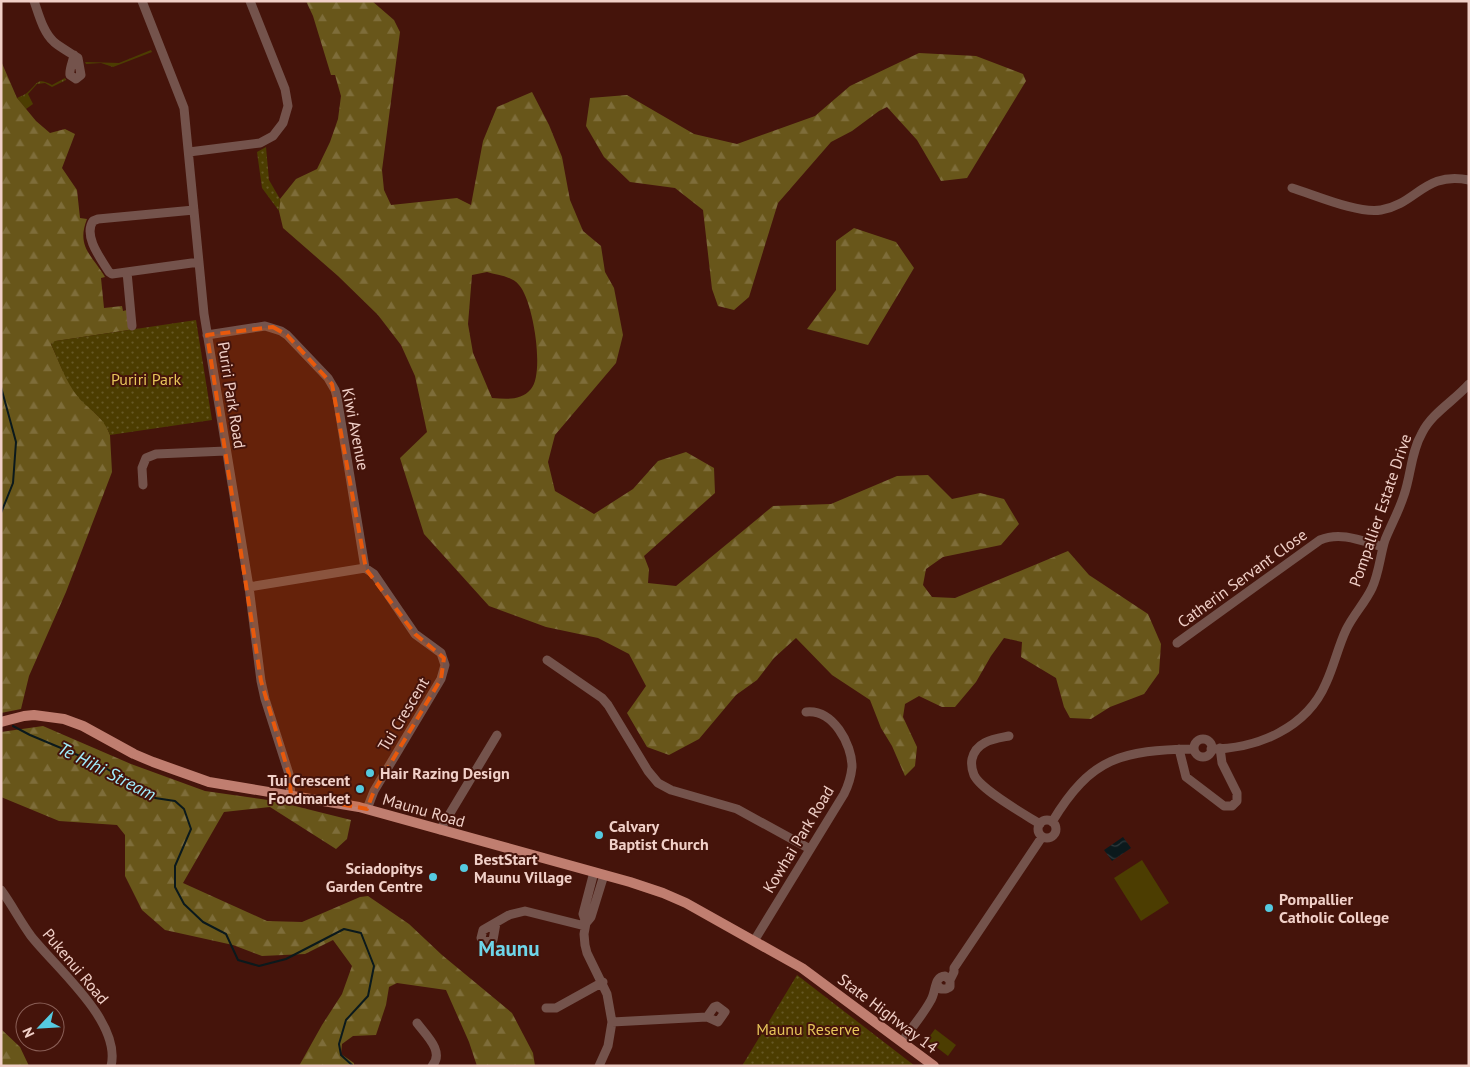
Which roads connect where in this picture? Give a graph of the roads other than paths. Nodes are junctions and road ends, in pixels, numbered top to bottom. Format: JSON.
{"nodes":[{"id":1,"x":34,"y":1,"type":"edge"},
{"id":2,"x":142,"y":1,"type":"edge"},
{"id":3,"x":250,"y":1,"type":"edge"},
{"id":4,"x":74,"y":55,"type":"dead end"},
{"id":5,"x":189,"y":152,"type":"junction"},
{"id":6,"x":1469,"y":180,"type":"edge"},
{"id":7,"x":1292,"y":188,"type":"dead end"},
{"id":8,"x":194,"y":210,"type":"junction"},
{"id":9,"x":199,"y":262,"type":"junction"},
{"id":10,"x":127,"y":272,"type":"junction"},
{"id":11,"x":132,"y":326,"type":"dead end"},
{"id":12,"x":207,"y":336,"type":"junction"},
{"id":13,"x":1469,"y":384,"type":"edge"},
{"id":14,"x":1465,"y":390,"type":"edge"},
{"id":15,"x":226,"y":451,"type":"junction"},
{"id":16,"x":143,"y":485,"type":"dead end"},
{"id":17,"x":1383,"y":547,"type":"junction"},
{"id":18,"x":365,"y":568,"type":"junction"},
{"id":19,"x":249,"y":587,"type":"junction"},
{"id":20,"x":1177,"y":644,"type":"dead end"},
{"id":21,"x":547,"y":660,"type":"dead end"},
{"id":22,"x":806,"y":712,"type":"dead end"},
{"id":23,"x":1,"y":722,"type":"edge"},
{"id":24,"x":497,"y":735,"type":"dead end"},
{"id":25,"x":1009,"y":736,"type":"dead end"},
{"id":26,"x":1216,"y":748,"type":"junction"},
{"id":27,"x":1179,"y":749,"type":"junction"},
{"id":28,"x":292,"y":795,"type":"junction"},
{"id":29,"x":367,"y":809,"type":"junction"},
{"id":30,"x":1052,"y":822,"type":"junction"},
{"id":31,"x":1040,"y":824,"type":"junction"},
{"id":32,"x":440,"y":830,"type":"junction"},
{"id":33,"x":1042,"y":837,"type":"junction"},
{"id":34,"x":810,"y":849,"type":"junction"},
{"id":35,"x":599,"y":873,"type":"junction"},
{"id":36,"x":1,"y":890,"type":"edge"},
{"id":37,"x":496,"y":923,"type":"dead end"},
{"id":38,"x":585,"y":924,"type":"junction"},
{"id":39,"x":754,"y":941,"type":"junction"},
{"id":40,"x":603,"y":982,"type":"junction"},
{"id":41,"x":824,"y":984,"type":"joint"},
{"id":42,"x":546,"y":1008,"type":"dead end"},
{"id":43,"x":708,"y":1017,"type":"dead end"},
{"id":44,"x":612,"y":1022,"type":"junction"},
{"id":45,"x":417,"y":1023,"type":"dead end"},
{"id":46,"x":902,"y":1042,"type":"junction"},
{"id":47,"x":111,"y":1066,"type":"edge"},
{"id":48,"x":432,"y":1066,"type":"edge"},
{"id":49,"x":599,"y":1066,"type":"edge"},
{"id":50,"x":934,"y":1066,"type":"edge"}],
"edges":[{"from":1,"to":4,"type":"street"},
{"from":2,"to":5,"type":"street","name":"Puriri Park Road"},
{"from":3,"to":5,"type":"street"},
{"from":5,"to":8,"type":"street","name":"Puriri Park Road"},
{"from":6,"to":7,"type":"street"},
{"from":8,"to":9,"type":"street","name":"Puriri Park Road"},
{"from":8,"to":10,"type":"street"},
{"from":9,"to":10,"type":"street"},
{"from":9,"to":12,"type":"street","name":"Puriri Park Road"},
{"from":10,"to":11,"type":"street"},
{"from":12,"to":15,"type":"street","name":"Puriri Park Road"},
{"from":12,"to":18,"type":"street","name":"Kiwi Avenue"},
{"from":13,"to":14,"type":"street","name":"Pompallier Estate Drive"},
{"from":14,"to":17,"type":"street","name":"Pompallier Estate Drive"},
{"from":15,"to":16,"type":"street"},
{"from":15,"to":19,"type":"street","name":"Puriri Park Road"},
{"from":17,"to":20,"type":"street","name":"Catherin Servant Close"},
{"from":17,"to":26,"type":"street","name":"Pompallier Estate Drive"},
{"from":18,"to":19,"type":"street"},
{"from":18,"to":29,"type":"street","name":"Tui Crescent"},
{"from":19,"to":28,"type":"street","name":"Puriri Park Road"},
{"from":21,"to":34,"type":"street"},
{"from":22,"to":34,"type":"street","name":"Kowhai Park Road"},
{"from":23,"to":28,"type":"main road","name":"Maunu Road"},
{"from":24,"to":32,"type":"street"},
{"from":25,"to":31,"type":"street"},
{"from":26,"to":27,"type":"street","name":"Pompallier Estate Drive"},
{"from":26,"to":27,"type":"street"},
{"from":27,"to":30,"type":"street"},
{"from":28,"to":29,"type":"main road","name":"Maunu Road"},
{"from":29,"to":32,"type":"main road","name":"Maunu Road"},
{"from":30,"to":31,"type":"street"},
{"from":30,"to":33,"type":"street"},
{"from":31,"to":33,"type":"street"},
{"from":32,"to":35,"type":"main road","name":"Maunu Road"},
{"from":33,"to":46,"type":"street"},
{"from":34,"to":39,"type":"street","name":"Kowhai Park Road"},
{"from":35,"to":38,"type":"street"},
{"from":35,"to":39,"type":"main road","name":"Maunu Road"},
{"from":36,"to":47,"type":"street","name":"Pukenui Road"},
{"from":37,"to":38,"type":"street"},
{"from":38,"to":40,"type":"street"},
{"from":39,"to":41,"type":"main road","name":"Maunu Road"},
{"from":40,"to":42,"type":"street"},
{"from":40,"to":44,"type":"street"},
{"from":41,"to":46,"type":"main road","name":"State Highway 14"},
{"from":43,"to":44,"type":"street"},
{"from":44,"to":49,"type":"street"},
{"from":45,"to":48,"type":"street"},
{"from":46,"to":50,"type":"main road","name":"State Highway 14"}]}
■ ■ ■ ■ ■
* **What is being asked**: Word for word, retype all of the data above, but include no pictures.

* **Output of the task**:
Which roads connect where in this picture? Give a graph of the roads other than paths. Nodes are junctions and road ends, in pixels, numbered top to bottom. Format: JSON.
{"nodes":[{"id":1,"x":34,"y":1,"type":"edge"},
{"id":2,"x":142,"y":1,"type":"edge"},
{"id":3,"x":250,"y":1,"type":"edge"},
{"id":4,"x":74,"y":55,"type":"dead end"},
{"id":5,"x":189,"y":152,"type":"junction"},
{"id":6,"x":1469,"y":180,"type":"edge"},
{"id":7,"x":1292,"y":188,"type":"dead end"},
{"id":8,"x":194,"y":210,"type":"junction"},
{"id":9,"x":199,"y":262,"type":"junction"},
{"id":10,"x":127,"y":272,"type":"junction"},
{"id":11,"x":132,"y":326,"type":"dead end"},
{"id":12,"x":207,"y":336,"type":"junction"},
{"id":13,"x":1469,"y":384,"type":"edge"},
{"id":14,"x":1465,"y":390,"type":"edge"},
{"id":15,"x":226,"y":451,"type":"junction"},
{"id":16,"x":143,"y":485,"type":"dead end"},
{"id":17,"x":1383,"y":547,"type":"junction"},
{"id":18,"x":365,"y":568,"type":"junction"},
{"id":19,"x":249,"y":587,"type":"junction"},
{"id":20,"x":1177,"y":644,"type":"dead end"},
{"id":21,"x":547,"y":660,"type":"dead end"},
{"id":22,"x":806,"y":712,"type":"dead end"},
{"id":23,"x":1,"y":722,"type":"edge"},
{"id":24,"x":497,"y":735,"type":"dead end"},
{"id":25,"x":1009,"y":736,"type":"dead end"},
{"id":26,"x":1216,"y":748,"type":"junction"},
{"id":27,"x":1179,"y":749,"type":"junction"},
{"id":28,"x":292,"y":795,"type":"junction"},
{"id":29,"x":367,"y":809,"type":"junction"},
{"id":30,"x":1052,"y":822,"type":"junction"},
{"id":31,"x":1040,"y":824,"type":"junction"},
{"id":32,"x":440,"y":830,"type":"junction"},
{"id":33,"x":1042,"y":837,"type":"junction"},
{"id":34,"x":810,"y":849,"type":"junction"},
{"id":35,"x":599,"y":873,"type":"junction"},
{"id":36,"x":1,"y":890,"type":"edge"},
{"id":37,"x":496,"y":923,"type":"dead end"},
{"id":38,"x":585,"y":924,"type":"junction"},
{"id":39,"x":754,"y":941,"type":"junction"},
{"id":40,"x":603,"y":982,"type":"junction"},
{"id":41,"x":824,"y":984,"type":"joint"},
{"id":42,"x":546,"y":1008,"type":"dead end"},
{"id":43,"x":708,"y":1017,"type":"dead end"},
{"id":44,"x":612,"y":1022,"type":"junction"},
{"id":45,"x":417,"y":1023,"type":"dead end"},
{"id":46,"x":902,"y":1042,"type":"junction"},
{"id":47,"x":111,"y":1066,"type":"edge"},
{"id":48,"x":432,"y":1066,"type":"edge"},
{"id":49,"x":599,"y":1066,"type":"edge"},
{"id":50,"x":934,"y":1066,"type":"edge"}],
"edges":[{"from":1,"to":4,"type":"street"},
{"from":2,"to":5,"type":"street","name":"Puriri Park Road"},
{"from":3,"to":5,"type":"street"},
{"from":5,"to":8,"type":"street","name":"Puriri Park Road"},
{"from":6,"to":7,"type":"street"},
{"from":8,"to":9,"type":"street","name":"Puriri Park Road"},
{"from":8,"to":10,"type":"street"},
{"from":9,"to":10,"type":"street"},
{"from":9,"to":12,"type":"street","name":"Puriri Park Road"},
{"from":10,"to":11,"type":"street"},
{"from":12,"to":15,"type":"street","name":"Puriri Park Road"},
{"from":12,"to":18,"type":"street","name":"Kiwi Avenue"},
{"from":13,"to":14,"type":"street","name":"Pompallier Estate Drive"},
{"from":14,"to":17,"type":"street","name":"Pompallier Estate Drive"},
{"from":15,"to":16,"type":"street"},
{"from":15,"to":19,"type":"street","name":"Puriri Park Road"},
{"from":17,"to":20,"type":"street","name":"Catherin Servant Close"},
{"from":17,"to":26,"type":"street","name":"Pompallier Estate Drive"},
{"from":18,"to":19,"type":"street"},
{"from":18,"to":29,"type":"street","name":"Tui Crescent"},
{"from":19,"to":28,"type":"street","name":"Puriri Park Road"},
{"from":21,"to":34,"type":"street"},
{"from":22,"to":34,"type":"street","name":"Kowhai Park Road"},
{"from":23,"to":28,"type":"main road","name":"Maunu Road"},
{"from":24,"to":32,"type":"street"},
{"from":25,"to":31,"type":"street"},
{"from":26,"to":27,"type":"street","name":"Pompallier Estate Drive"},
{"from":26,"to":27,"type":"street"},
{"from":27,"to":30,"type":"street"},
{"from":28,"to":29,"type":"main road","name":"Maunu Road"},
{"from":29,"to":32,"type":"main road","name":"Maunu Road"},
{"from":30,"to":31,"type":"street"},
{"from":30,"to":33,"type":"street"},
{"from":31,"to":33,"type":"street"},
{"from":32,"to":35,"type":"main road","name":"Maunu Road"},
{"from":33,"to":46,"type":"street"},
{"from":34,"to":39,"type":"street","name":"Kowhai Park Road"},
{"from":35,"to":38,"type":"street"},
{"from":35,"to":39,"type":"main road","name":"Maunu Road"},
{"from":36,"to":47,"type":"street","name":"Pukenui Road"},
{"from":37,"to":38,"type":"street"},
{"from":38,"to":40,"type":"street"},
{"from":39,"to":41,"type":"main road","name":"Maunu Road"},
{"from":40,"to":42,"type":"street"},
{"from":40,"to":44,"type":"street"},
{"from":41,"to":46,"type":"main road","name":"State Highway 14"},
{"from":43,"to":44,"type":"street"},
{"from":44,"to":49,"type":"street"},
{"from":45,"to":48,"type":"street"},
{"from":46,"to":50,"type":"main road","name":"State Highway 14"}]}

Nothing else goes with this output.